:: YOUR OBJECTIVE ::
Repeat the lines from the line with "position:absolute; width:66px; margin:-33px;" to the line with "display:block; font-size:42px; line-height:51px" in the listing below, keeping both end lines and adding nothing.

**** DATASET ENTRIES ****

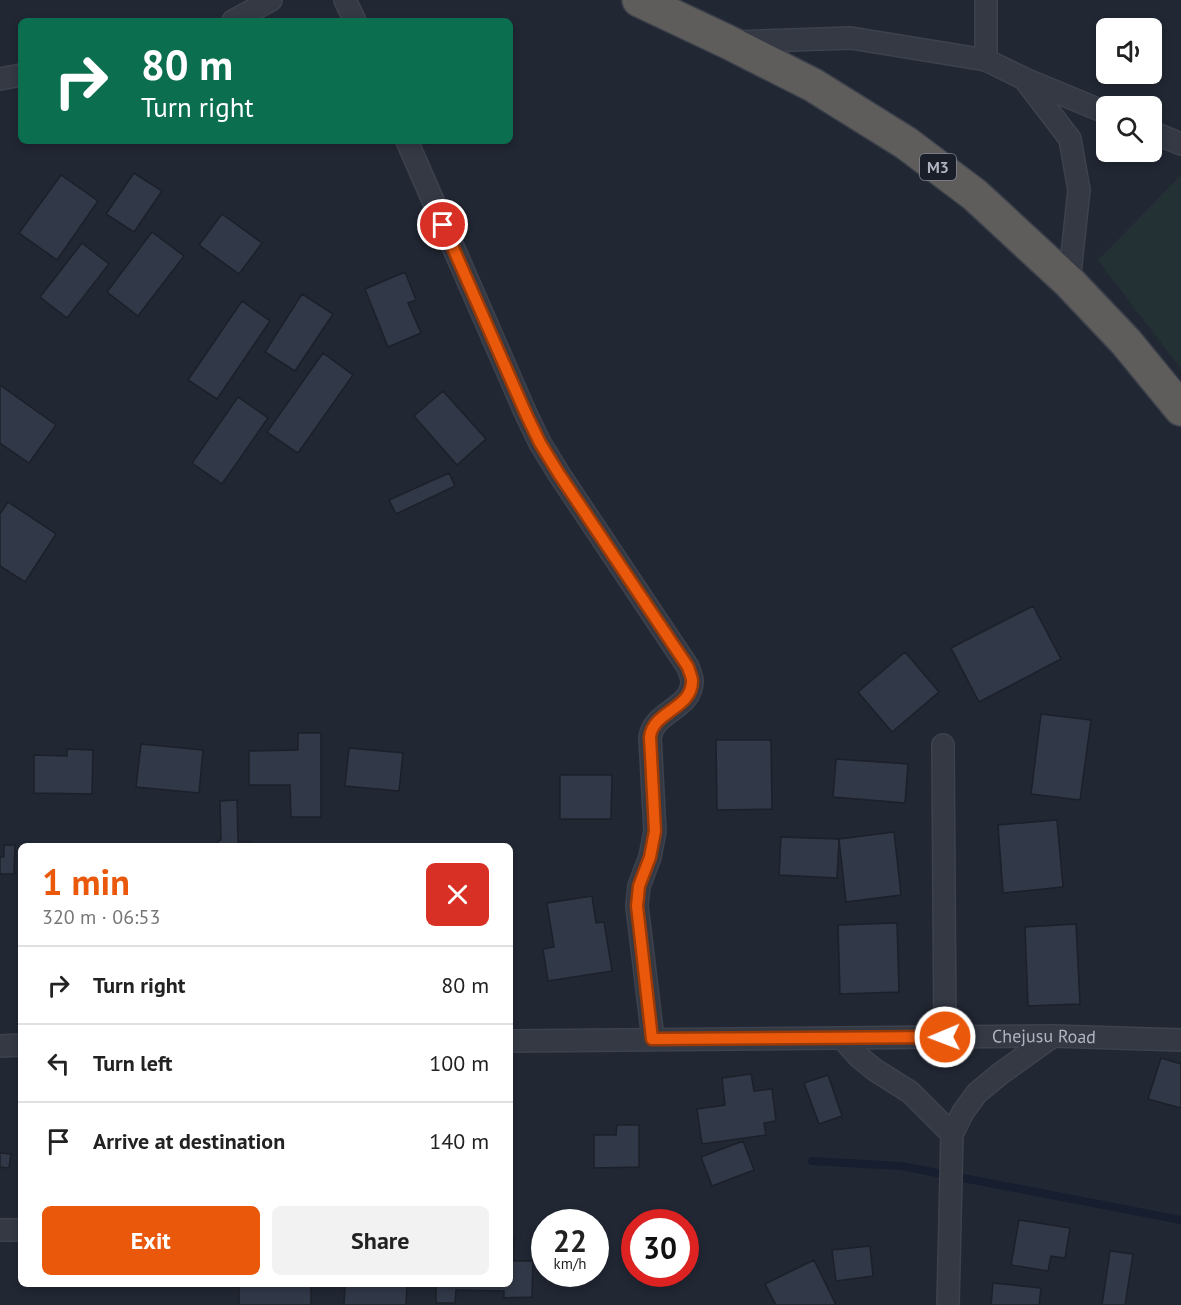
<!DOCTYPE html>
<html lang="en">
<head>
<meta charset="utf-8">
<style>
  :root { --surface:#fff; --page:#f2f2f2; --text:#222; --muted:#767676; --line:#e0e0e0; --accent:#ea580c }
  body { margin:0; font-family:"PT Sans",sans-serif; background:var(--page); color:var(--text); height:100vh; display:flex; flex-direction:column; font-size:22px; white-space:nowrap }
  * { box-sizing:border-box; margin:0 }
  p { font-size:20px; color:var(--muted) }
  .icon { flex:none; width:33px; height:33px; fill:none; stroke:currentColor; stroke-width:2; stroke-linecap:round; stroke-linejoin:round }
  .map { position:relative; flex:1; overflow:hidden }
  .sheet { position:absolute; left:18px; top:843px; width:495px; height:444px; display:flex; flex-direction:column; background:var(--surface); border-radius:9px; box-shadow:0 3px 9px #0003 }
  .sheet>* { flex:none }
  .banner { position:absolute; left:18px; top:18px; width:495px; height:126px; border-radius:9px; box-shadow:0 3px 9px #0003; background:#0b6e4f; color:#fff; overflow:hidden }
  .controls { position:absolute; left:1096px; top:18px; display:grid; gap:12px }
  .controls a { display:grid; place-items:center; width:66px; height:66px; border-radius:9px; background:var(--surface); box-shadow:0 3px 9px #0003; font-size:30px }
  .speed { position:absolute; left:531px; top:1209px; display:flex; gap:12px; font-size:30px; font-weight:700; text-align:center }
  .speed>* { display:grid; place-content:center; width:78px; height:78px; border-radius:50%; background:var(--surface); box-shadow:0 3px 9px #0003; line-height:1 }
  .speed small { font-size:15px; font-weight:400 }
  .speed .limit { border:9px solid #d22; background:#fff; color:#111 }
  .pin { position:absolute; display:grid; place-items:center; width:51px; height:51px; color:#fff; margin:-26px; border:3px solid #fff; border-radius:50%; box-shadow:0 2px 6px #0007 }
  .me { position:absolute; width:66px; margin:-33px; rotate:269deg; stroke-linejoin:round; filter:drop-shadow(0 0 4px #0008) }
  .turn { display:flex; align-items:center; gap:21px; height:126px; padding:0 24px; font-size:27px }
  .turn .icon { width:78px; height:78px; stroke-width:2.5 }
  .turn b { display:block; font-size:42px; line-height:51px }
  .round { display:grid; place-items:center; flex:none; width:63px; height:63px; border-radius:9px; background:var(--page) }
  .summary { display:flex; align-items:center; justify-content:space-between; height:102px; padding:0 24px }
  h1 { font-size:36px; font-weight:700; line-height:45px; color:var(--accent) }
  .primary-button { display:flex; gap:12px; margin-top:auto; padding:12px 24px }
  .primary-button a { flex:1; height:69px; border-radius:9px; background:var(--accent); color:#fff; font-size:24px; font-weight:700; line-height:69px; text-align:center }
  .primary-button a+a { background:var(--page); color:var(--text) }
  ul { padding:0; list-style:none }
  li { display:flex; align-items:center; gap:18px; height:78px; padding:0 24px; border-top:2px solid var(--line) }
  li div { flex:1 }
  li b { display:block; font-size:22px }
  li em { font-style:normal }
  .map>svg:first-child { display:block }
  .green { fill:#233034 }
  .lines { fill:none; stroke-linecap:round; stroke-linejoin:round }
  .stream { stroke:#161e2f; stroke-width:8 }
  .building { fill:#313847; stroke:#1c202a; stroke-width:1.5 }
  .minor-casing { stroke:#3e424d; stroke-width:24 }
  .trunk-casing { stroke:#3c414b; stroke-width:36 }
  .minor { stroke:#343944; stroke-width:21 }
  .trunk { stroke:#5e5d5b; stroke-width:33 }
  .route-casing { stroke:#983908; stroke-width:15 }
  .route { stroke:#ea580c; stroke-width:10 }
  .labels { text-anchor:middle; stroke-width:6; stroke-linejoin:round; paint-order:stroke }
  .shield { fill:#1a1e28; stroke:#828793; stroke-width:1.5 }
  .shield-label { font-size:16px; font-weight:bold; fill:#aeb4c1 }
  .street-label { font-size:18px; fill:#aeb4c1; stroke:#1a1e28 }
</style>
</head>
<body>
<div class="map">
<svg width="1181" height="1305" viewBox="0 0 1181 1305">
  <rect width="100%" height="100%" fill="#212733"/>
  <path class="green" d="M1181,175v194l-83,-109z"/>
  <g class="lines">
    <path class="stream" d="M812,1161l89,5 280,54"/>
  </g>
  <path class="building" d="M134,173l28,18 -28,41 -28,-18z
    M61,175l37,26 -41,59 -38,-27z
    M222,214l40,29 -23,31 -40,-29z
    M152,232l32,24 -46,60 -31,-24z
    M82,243l27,21 -42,54 -27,-21z
    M405,272l11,28 -8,3 13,30 -33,14 -23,-58z
    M302,294l31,20 -38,57 -30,-19z
    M242,301l28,20 -53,78 -29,-19z
    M323,353l30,22 -55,78 -31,-21z
    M0,385l56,40 -27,38 -29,-20z
    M443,391l43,48 -29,26 -43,-49z
    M238,397l30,21 -46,66 -30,-21z
    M449,473l6,13 -59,28 -7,-14z
    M8,502l48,32 -31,48 -25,-16v-52z
    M1033,606l28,53 -82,43 -28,-54z
    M905,652l34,40 -47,40 -34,-40z
    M1041,714l50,6 -11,80 -49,-6z
    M298,733h23v84h-30l-1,-32h-41v-34l49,-1z
    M716,740h55l1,69 -55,1z
    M141,744l62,6 -4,43 -63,-6z
    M349,748l54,5 -4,38 -54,-5z
    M67,749l26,1 -1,44 -58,-1v-38l33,1z
    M836,759l72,5 -3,39 -72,-6z
    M560,775h52l-1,44h-51z
    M237,800l1,42h13v4h-32l-1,-5 3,-1 -1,-39z
    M1057,820l6,67 -60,6 -5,-68z
    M894,832l7,63 -55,7 -7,-63z
    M781,837l58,2 -2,39 -58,-3z
    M4,845h11l-1,29h-14v-17h4z
    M592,896l4,27 8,-1 8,49 -64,10 -5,-32 11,-2 -7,-44z
    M897,923l2,69 -59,2 -2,-69z
    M1076,924l4,80 -52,2 -3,-79z
    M1161,1058l20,6v44l-33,-9z
    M751,1074l3,17 18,-2 4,32 -12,2 2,12 -64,9 -5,-35 28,-4 -3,-27z
    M828,1075l14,41 -23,8 -15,-41z
    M617,1125h22v42l-45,1v-33h22z
    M743,1141l11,29 -42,16 -11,-29z
    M0,1153l11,1 -2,14 -9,-1z
    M1019,1220l51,8 -5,30 -14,-2 -3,15 -37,-6z
    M510,1238h4l-1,23h20l-1,36 -28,1v-7l-48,-1 -1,13h-19v-19h74z
    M870,1246l3,30 -37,5 -4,-31z
    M1110,1251l23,3 -8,51h-23z
    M814,1260l22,45h-60l-11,-21z
    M993,1283l48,5 -2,17h-48z
    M239,1284h72v21h-72z
    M345,1284h62l-1,21h-62z"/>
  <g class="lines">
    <defs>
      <g id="minor">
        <path d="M345,0l10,21"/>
        <path d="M233,21l38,-21"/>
        <path d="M734,42l117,-4 135,22 39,19 82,34"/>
        <path d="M986,60v-60"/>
        <path d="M0,79l21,-4"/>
        <path d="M1025,80l45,59 9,51 -10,92"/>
        <path d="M1152,132l29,12"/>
        <path d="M407,141l119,273 14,29 19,31 129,193c1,4 4,10 4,14 0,28 -38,30 -42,56l5,94 -5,26 -11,29 -2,20 16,133"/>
        <path d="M943,745l2,292"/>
        <path d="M842,1038l17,19 16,13 35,22 42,42"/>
        <path id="s1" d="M510,1041l543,-5 128,4"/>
        <path d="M0,1046l21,-1"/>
        <path d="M0,1230h21"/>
        <path d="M948,1305l4,-171 11,-22 14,-19 23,-19 53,-38"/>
      </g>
      <path id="trunk" d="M639,0l89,42 85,43 93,58 69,52 94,87 57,60 55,67"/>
    </defs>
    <use href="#minor" class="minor-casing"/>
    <use href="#trunk" class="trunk-casing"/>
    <use href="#minor" class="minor"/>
    <use href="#trunk" class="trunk"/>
  </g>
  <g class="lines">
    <defs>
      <path id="route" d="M443,225l83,189 14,29 19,31 129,193c1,4 4,10 4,14 0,28 -39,30 -42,56l5,94 -5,26 -11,29 -2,20 15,133 293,-2"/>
    </defs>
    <use href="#route" class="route-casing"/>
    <use href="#route" class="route"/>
  </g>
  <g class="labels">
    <rect class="shield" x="920" y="154" width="36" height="26" rx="4.5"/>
    <g class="shield-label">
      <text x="938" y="173">M3</text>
    </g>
    <g class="street-label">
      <text dy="6" stroke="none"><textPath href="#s1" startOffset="534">Chejusu Road</textPath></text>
    </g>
  </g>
</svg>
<div class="controls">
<a><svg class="icon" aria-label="sound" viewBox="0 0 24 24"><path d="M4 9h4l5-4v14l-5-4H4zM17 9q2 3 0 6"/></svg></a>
<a><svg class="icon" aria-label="search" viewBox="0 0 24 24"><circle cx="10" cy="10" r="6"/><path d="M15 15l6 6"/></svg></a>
</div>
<div class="speed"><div>22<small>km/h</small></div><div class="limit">30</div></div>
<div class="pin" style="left:443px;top:225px;background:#d93025"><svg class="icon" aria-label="arrive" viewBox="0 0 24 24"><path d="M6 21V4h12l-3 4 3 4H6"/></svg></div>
<svg class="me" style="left:945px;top:1037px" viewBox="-20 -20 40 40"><circle r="17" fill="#ea580c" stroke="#fff" stroke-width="3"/><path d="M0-11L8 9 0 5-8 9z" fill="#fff"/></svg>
<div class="banner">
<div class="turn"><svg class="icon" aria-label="right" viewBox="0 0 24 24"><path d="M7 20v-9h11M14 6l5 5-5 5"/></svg><div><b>80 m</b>Turn right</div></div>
</div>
<section class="sheet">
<div class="summary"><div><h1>1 min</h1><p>320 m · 06:53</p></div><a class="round" style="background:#d93025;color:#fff"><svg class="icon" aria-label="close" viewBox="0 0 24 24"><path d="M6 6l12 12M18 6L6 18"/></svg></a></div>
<ul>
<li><svg class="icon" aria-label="right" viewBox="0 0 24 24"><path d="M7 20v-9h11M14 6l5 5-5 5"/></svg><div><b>Turn right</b></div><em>80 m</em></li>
<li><svg class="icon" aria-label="left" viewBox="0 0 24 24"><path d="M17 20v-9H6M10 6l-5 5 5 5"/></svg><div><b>Turn left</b></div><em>100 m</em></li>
<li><svg class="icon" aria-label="arrive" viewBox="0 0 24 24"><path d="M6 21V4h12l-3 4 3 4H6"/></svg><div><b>Arrive at destination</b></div><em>140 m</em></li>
</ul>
<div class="primary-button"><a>Exit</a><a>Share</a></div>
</section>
</div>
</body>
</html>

****

:: RESPONSE AREA ::
  .me { position:absolute; width:66px; margin:-33px; rotate:269deg; stroke-linejoin:round; filter:drop-shadow(0 0 4px #0008) }
  .turn { display:flex; align-items:center; gap:21px; height:126px; padding:0 24px; font-size:27px }
  .turn .icon { width:78px; height:78px; stroke-width:2.5 }
  .turn b { display:block; font-size:42px; line-height:51px }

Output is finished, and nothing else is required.